Era un fútbol romántico, construido por cinco musas. Cada partido era una cita con la historia y una reivindicación de las moralejas que se llevaba en cada entrenamiento. Ese equipo de curiosa formación 2-3-5 fue un ejemplo y un referente del juego ofensivo e intenso que años después veríamos con “La Naranja Mecánica” de Cruyff. Pedernera y los cuatro delanteros fabricaban fantasías en el césped. Cada uno tomaba la batuta y hacía de cada partido una nueva puesta en escena. Ganaban cuando podían, decía Pedernera con su inconfundible modestia, pero la realidad es que en la cancha comandaban el destino de la pelota. “El Maestro” amó a la pelota como a su vieja, como a su novia, como a su familia. La bocha era su mundo, su principio y su fin. Si corría era porque se sacrificaba por recuperar su amor en la cancha, pero con el balón en sus pies, Pedernera era paciente. Primero pensaba el paso, el movimiento, y luego recibía el balón. Y así, su intuición se convertía en su cómplice.
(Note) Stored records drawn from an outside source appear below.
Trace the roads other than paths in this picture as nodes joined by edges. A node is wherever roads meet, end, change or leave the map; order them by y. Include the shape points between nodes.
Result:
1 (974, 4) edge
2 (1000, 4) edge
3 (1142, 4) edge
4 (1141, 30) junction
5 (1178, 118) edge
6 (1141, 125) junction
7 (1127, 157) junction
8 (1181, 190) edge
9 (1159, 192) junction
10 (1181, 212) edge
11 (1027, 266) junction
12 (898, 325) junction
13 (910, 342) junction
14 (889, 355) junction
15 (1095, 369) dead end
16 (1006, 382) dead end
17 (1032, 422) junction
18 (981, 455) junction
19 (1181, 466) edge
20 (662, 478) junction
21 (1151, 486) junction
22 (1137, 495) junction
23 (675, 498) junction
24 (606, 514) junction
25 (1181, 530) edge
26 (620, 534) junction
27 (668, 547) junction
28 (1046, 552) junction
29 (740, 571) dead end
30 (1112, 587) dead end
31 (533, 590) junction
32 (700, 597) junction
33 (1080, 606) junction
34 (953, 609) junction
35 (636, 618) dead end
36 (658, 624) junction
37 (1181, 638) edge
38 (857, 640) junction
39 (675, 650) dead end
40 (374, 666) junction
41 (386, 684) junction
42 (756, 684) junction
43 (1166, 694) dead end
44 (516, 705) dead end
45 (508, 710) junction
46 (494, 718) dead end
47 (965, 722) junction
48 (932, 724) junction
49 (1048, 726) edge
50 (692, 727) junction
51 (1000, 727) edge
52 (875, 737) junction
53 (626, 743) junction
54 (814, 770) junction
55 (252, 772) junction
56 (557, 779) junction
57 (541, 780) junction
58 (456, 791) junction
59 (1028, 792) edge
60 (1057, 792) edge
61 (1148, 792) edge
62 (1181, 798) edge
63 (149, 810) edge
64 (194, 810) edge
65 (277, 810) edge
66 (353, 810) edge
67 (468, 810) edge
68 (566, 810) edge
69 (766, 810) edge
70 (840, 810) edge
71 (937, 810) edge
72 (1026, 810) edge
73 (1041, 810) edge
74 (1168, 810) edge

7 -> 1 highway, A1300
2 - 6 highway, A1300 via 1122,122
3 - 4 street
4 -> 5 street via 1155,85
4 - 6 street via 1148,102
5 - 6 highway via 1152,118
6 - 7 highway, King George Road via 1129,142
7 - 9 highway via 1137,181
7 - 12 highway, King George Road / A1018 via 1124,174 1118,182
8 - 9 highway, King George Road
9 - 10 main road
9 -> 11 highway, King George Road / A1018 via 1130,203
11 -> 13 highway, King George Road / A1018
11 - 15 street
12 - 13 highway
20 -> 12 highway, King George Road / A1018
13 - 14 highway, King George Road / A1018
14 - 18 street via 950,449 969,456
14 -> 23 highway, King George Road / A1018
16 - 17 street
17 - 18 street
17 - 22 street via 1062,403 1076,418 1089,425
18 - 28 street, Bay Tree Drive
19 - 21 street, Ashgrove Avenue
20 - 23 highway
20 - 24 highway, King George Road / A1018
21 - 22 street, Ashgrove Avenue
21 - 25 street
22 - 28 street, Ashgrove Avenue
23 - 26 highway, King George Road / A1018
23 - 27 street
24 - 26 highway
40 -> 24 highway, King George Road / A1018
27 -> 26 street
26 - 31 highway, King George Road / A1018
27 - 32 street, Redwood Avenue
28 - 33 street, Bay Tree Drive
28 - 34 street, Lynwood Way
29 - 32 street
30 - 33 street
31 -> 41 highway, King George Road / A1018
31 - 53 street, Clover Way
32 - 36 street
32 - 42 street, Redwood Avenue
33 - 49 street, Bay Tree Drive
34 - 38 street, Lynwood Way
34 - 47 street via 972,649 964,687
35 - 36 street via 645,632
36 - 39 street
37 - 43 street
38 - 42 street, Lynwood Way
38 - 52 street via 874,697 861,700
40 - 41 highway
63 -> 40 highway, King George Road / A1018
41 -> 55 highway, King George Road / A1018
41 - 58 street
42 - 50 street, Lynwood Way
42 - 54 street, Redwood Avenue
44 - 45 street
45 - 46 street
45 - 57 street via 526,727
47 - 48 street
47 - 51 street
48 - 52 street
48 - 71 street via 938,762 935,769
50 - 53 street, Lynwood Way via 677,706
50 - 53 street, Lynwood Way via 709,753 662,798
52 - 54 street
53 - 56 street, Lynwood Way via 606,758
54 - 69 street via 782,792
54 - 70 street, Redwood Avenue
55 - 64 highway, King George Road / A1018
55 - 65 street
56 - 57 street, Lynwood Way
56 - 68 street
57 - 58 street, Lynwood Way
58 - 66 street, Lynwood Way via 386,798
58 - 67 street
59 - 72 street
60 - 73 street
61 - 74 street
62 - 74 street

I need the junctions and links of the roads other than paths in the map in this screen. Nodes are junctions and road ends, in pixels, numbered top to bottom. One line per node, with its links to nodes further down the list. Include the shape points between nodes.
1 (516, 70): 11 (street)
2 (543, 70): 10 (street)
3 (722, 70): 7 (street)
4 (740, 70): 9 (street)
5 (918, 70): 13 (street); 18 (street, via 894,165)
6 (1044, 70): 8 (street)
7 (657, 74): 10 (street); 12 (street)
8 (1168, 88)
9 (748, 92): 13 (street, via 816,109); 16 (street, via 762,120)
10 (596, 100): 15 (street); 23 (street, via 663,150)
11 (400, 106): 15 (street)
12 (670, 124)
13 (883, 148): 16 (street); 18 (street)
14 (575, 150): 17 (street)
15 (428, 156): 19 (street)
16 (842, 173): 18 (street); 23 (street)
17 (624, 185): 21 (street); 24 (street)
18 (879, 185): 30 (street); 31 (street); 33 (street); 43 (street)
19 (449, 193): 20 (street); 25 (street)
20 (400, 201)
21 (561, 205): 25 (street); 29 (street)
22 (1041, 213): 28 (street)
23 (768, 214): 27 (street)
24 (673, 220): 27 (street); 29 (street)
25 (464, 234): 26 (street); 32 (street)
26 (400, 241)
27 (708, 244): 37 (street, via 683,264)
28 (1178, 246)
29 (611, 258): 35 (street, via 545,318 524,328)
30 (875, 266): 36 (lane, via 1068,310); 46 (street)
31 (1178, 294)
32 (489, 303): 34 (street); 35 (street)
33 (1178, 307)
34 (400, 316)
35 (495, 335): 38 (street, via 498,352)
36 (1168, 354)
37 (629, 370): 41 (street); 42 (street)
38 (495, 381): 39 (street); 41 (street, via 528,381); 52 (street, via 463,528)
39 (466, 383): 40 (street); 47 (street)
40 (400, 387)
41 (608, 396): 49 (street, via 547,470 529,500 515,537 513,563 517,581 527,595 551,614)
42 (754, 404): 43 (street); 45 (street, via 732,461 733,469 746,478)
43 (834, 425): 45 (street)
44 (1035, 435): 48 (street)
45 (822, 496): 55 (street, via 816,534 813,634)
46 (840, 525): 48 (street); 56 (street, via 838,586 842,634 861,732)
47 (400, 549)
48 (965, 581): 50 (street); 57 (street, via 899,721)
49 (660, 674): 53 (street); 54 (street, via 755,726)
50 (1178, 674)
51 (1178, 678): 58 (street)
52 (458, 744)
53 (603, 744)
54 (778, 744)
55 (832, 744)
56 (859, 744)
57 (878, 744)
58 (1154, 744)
Puede leer: La vida íntima de Adolfo Pedernera
Con menos show mediático pero con la misma relevancia con la que hoy reciben a las grandes estrellas tras un traspaso multimillonario, Pedernera llegaba a Colombia a finales de los años 40, gracias a la visión ambiciosa de Alfonso Senior. Su visita al Estadio Nemesio Camacho “El Campín” como espectador y con motivo del anuncio de su llegada al fútbol colombiano reunió la suma de 22 mil dólares, cantidad que pagó la prima anual de 5.000 dólares y el salario de 200 dólares mensuales con los que llegó el jugador al club “Embajador”.
La liga pirata, como se le veía a la liga nacional en aquel entonces, empezó a verse como una de las mejores del mundo gracias a la llegada de jugadores internacionales. La llegada de Pedernera y Di Stéfano fue, tal vez, el símbolo de la revolución en el fútbol colombiano y de una de sus épocas más gloriosas.
Y justamente, junto a “La Saeta Rubia”, quien fue se discípulo, Pedernera habría de enarbolar las banderas del fútbol argentino. La disciplina, la lealtad y el respeto por la pelota, eran representados en cada toque y en cada gambeta de los dos astros que hicieron del balompié un paréntesis en medio de épocas en las que los conflictos estaban a la vuelta de la esquina.
Desde el 26 de junio de 1949 al 1 de agosto de 1954, Pedernera se vistió de héroe con unos guayos y también se vistió de ídolo desde un banco. Como jugador y como técnico dejó cuatro títulos y una leyenda para todo el fútbol en Colombia.
Regresó a Argentina, a sus calles, a sus inicios. Volvió a aquellos terrenos en los que los más pequeños le preguntaban al más osado de los jugadores si se creía Pedernera. Y no es que “El Maestro” fuera pretencioso, muy por el contrario, siempre jugó con la sobriedad de su personalidad pero con todos los adornos que embellecían el juego.
Dirigió al América de Cali, a Boca Juniors, Independiente, Huracán, Nacional de Uruguay, Gimnasia y Esgrima de La Plata y Talleres de Córdoba. También dirigió a la primera Selección Colombia en ir a un Mundial, en 1962.
El aporte de los futbolistas y futboleros, porque la base es la misma pero el sentido es diferente, no se mide en los títulos, sino en su legado, en su mensaje, en su estilo. Para Pedernera siempre fue el ser humano y después el futbolista. A la pelota la trató como a otro ser que siente y que piensa, por eso su estrecha y sana relación con la pelota. Su estilo habló de la inteligencia por encima de la habilidad corporal. Se anticipaba a los errores como mago que fue. No se casó con ninguna posición porque hizo entender a todos que en el fútbol la única especialidad es saber tocar el balón y que si se hace con pasión no solamente se hacen goles y lujos, también se hace historia.